Resonance Essay
Dracula & Around the World in Eighty Days / Resonance
A comparative literary essay connecting two works through shared themes, tensions, and interpretive echoes.
Summary
Dracula and Around the World in Eighty Days both explore modernity but from sharply contrasting perspectives: one evokes the anxieties and supernatural threats emerging from cultural and technological shifts, while the other celebrates the era’s technological advances through a thrilling journey of precise global mobility. Both novels use suspense to engage readers, yet one dwells on fear and moral panic, the other on discipline and adventure amid uncertainty.
Thesis
While Dracula exposes modernity as a site of invasion and moral instability, Around the World in Eighty Days presents it as a domain of order, progress, and human ingenuity—together revealing the dual nature of modern life as simultaneously fraught with peril and brimming with possibility.
Comparison
Dracula and Around the World in Eighty Days grapple with the forces reshaping the late 19th-century world, but they channel these tensions in opposing ways. Stoker’s Dracula embodies the dark fears provoked by the incursion of the ancient into modern society, where scientific reasoning struggles to contain superstitions, and private dread becomes public menace. In contrast, Verne’s narrative is fueled by the power of technology and imperial networks, showcasing modernity as a stage for human mastery over time and space.

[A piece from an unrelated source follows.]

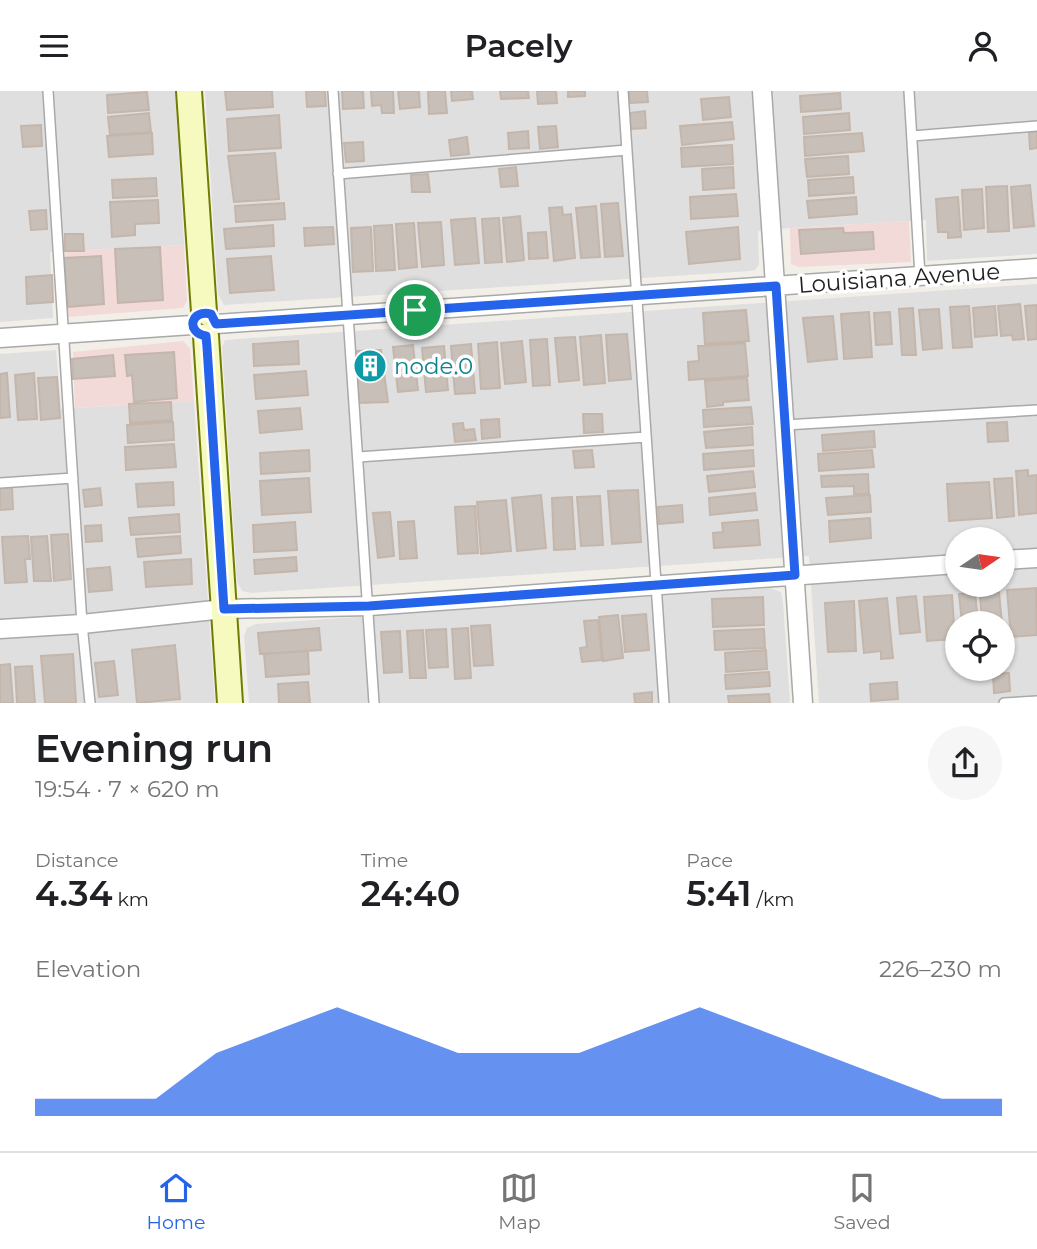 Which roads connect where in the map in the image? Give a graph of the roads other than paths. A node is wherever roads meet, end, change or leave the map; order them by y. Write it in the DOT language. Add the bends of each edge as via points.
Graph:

The fragmented, testimonial structure of Dracula heightens uncertainty and unease about the boundaries between legend and reality, reflecting cultural anxieties about identity and contagion. Verne’s linear, fast-paced chronology emboldens optimism in progress and punctuality, celebrating the promise of global connectedness even as it acknowledges the role of chance and error.

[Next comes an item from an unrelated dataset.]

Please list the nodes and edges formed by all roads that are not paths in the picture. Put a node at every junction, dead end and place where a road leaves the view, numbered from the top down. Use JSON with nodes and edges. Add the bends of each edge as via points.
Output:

Both novels center on journeys—a physical quest marked by pursuit and resistance in Dracula, versus a competitive race governed by schedules and precision in Verne’s tale. These journeys symbolize broader conflicts: between superstition and science, fear and confidence, chaos and control. The embodiment of evil in Dracula contrasts with Fogg’s cool rationality, but both characters represent responses to modernity’s challenges.
Closing Reflection
Together, these works enrich our understanding of the Victorian era’s complex relationship with modern life, illustrating how narratives of dread and hope interwove to shape contemporary perceptions of progress and disruption.